Dataset records below:

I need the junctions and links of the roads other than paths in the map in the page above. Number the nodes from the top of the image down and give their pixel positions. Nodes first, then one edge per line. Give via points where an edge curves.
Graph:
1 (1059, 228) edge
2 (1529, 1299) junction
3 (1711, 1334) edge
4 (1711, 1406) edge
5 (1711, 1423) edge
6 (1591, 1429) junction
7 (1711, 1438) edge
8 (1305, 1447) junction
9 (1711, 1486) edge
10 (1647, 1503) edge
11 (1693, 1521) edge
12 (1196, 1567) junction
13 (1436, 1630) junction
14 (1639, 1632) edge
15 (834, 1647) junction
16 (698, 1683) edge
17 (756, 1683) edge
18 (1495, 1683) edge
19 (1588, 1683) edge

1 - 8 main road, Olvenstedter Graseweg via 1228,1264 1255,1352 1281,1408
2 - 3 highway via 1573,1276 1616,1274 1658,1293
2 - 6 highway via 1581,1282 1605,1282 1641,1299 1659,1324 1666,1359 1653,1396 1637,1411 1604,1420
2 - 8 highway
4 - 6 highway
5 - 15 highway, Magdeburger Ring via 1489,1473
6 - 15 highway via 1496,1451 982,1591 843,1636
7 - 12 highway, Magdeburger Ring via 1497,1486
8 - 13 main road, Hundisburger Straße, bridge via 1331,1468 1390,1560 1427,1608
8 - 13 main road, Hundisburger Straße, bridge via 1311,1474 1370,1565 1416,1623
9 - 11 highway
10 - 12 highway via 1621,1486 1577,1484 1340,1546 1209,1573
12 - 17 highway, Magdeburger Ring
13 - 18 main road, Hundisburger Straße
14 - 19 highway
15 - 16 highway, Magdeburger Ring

End of Dataset records.
Dataset records below:

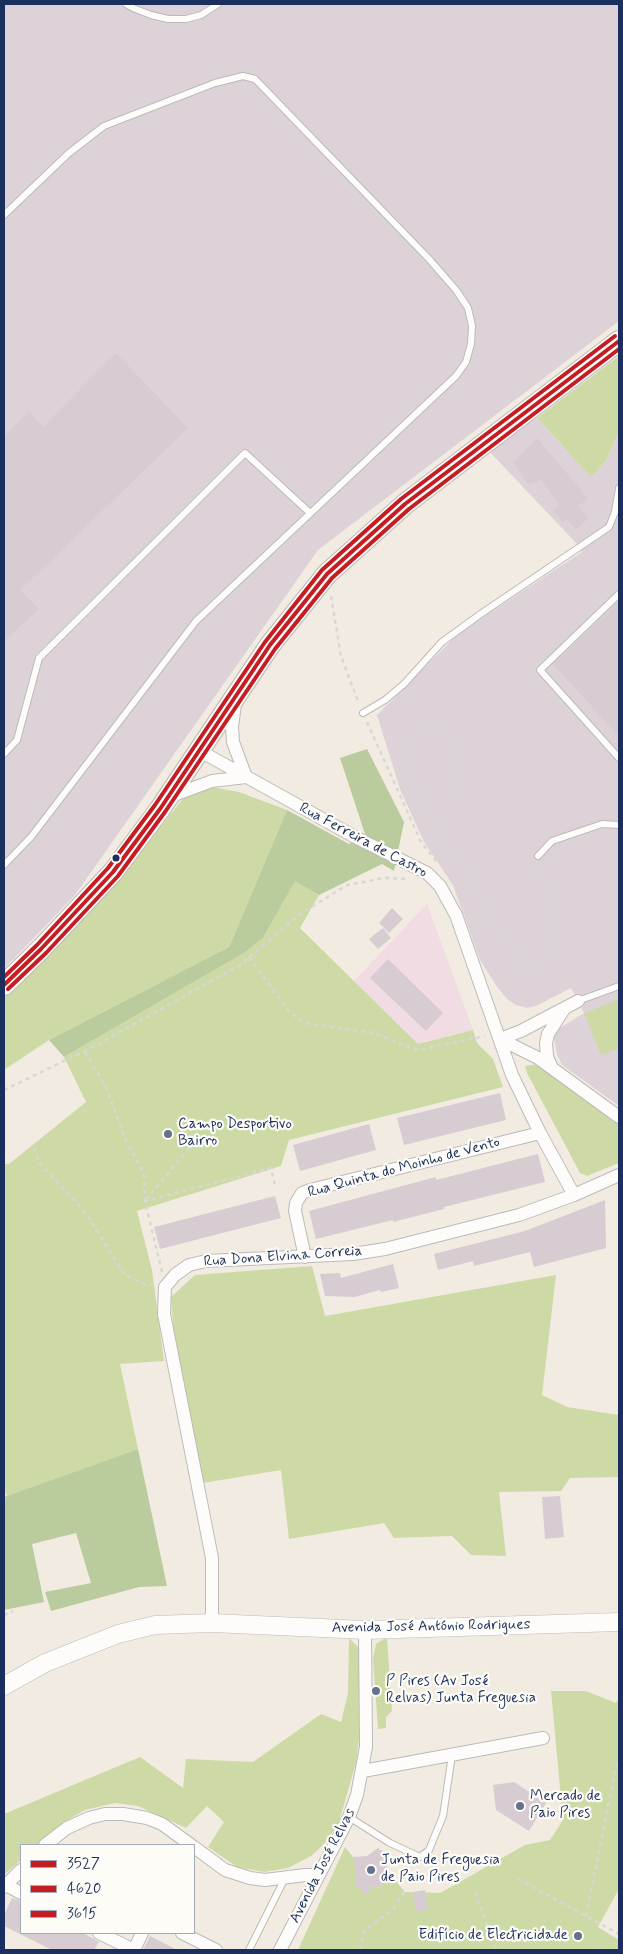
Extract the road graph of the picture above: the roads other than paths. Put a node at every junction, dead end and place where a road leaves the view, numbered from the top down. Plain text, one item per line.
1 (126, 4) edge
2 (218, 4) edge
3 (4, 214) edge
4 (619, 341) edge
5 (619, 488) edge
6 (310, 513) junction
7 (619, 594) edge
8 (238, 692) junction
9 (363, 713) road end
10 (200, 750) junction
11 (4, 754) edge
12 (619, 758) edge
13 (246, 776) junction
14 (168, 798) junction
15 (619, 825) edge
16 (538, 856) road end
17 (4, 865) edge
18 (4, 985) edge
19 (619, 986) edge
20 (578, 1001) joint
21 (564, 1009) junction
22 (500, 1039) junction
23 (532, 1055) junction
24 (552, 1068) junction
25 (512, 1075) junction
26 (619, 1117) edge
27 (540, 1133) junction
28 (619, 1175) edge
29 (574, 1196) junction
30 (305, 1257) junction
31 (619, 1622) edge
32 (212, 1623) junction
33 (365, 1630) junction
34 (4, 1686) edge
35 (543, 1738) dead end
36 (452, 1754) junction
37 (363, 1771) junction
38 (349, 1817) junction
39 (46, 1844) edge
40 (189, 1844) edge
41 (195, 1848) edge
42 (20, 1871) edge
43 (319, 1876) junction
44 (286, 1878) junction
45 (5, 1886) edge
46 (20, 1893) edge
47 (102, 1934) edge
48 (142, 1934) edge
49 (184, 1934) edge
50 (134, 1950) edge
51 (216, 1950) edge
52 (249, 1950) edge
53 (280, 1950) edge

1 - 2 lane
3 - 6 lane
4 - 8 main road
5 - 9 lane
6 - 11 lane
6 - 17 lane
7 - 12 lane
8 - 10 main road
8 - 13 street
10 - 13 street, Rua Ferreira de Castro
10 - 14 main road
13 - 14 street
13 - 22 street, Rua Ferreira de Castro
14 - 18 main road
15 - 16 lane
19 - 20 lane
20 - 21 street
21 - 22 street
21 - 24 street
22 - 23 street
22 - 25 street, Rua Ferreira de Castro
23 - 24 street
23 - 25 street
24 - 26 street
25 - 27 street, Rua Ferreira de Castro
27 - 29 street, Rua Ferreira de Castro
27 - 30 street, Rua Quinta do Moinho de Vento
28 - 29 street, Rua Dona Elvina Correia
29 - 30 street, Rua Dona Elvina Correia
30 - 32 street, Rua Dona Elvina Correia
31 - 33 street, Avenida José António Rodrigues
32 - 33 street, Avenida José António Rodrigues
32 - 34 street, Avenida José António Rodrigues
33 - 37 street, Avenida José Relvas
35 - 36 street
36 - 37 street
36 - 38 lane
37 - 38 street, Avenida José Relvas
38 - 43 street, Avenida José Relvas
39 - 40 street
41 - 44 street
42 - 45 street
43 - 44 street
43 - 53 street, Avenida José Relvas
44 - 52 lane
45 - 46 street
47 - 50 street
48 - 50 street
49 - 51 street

End of Dataset records.
Dataset records below:

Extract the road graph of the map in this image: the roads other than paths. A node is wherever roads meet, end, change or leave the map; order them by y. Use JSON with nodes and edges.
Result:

End of Dataset records.

◆ Your goal ◆
Wherever the word "image" appears in the listing above, copy the whole line.

◆ Task result ◆
I need the junctions and links of the roads other than paths in the map in the page above. Number the nodes from the top of the image down and give their pixel positions. Nodes first, then one edge per line. Give via points where an edge curves.
Extract the road graph of the map in this image: the roads other than paths. A node is wherever roads meet, end, change or leave the map; order them by y. Use JSON with nodes and edges.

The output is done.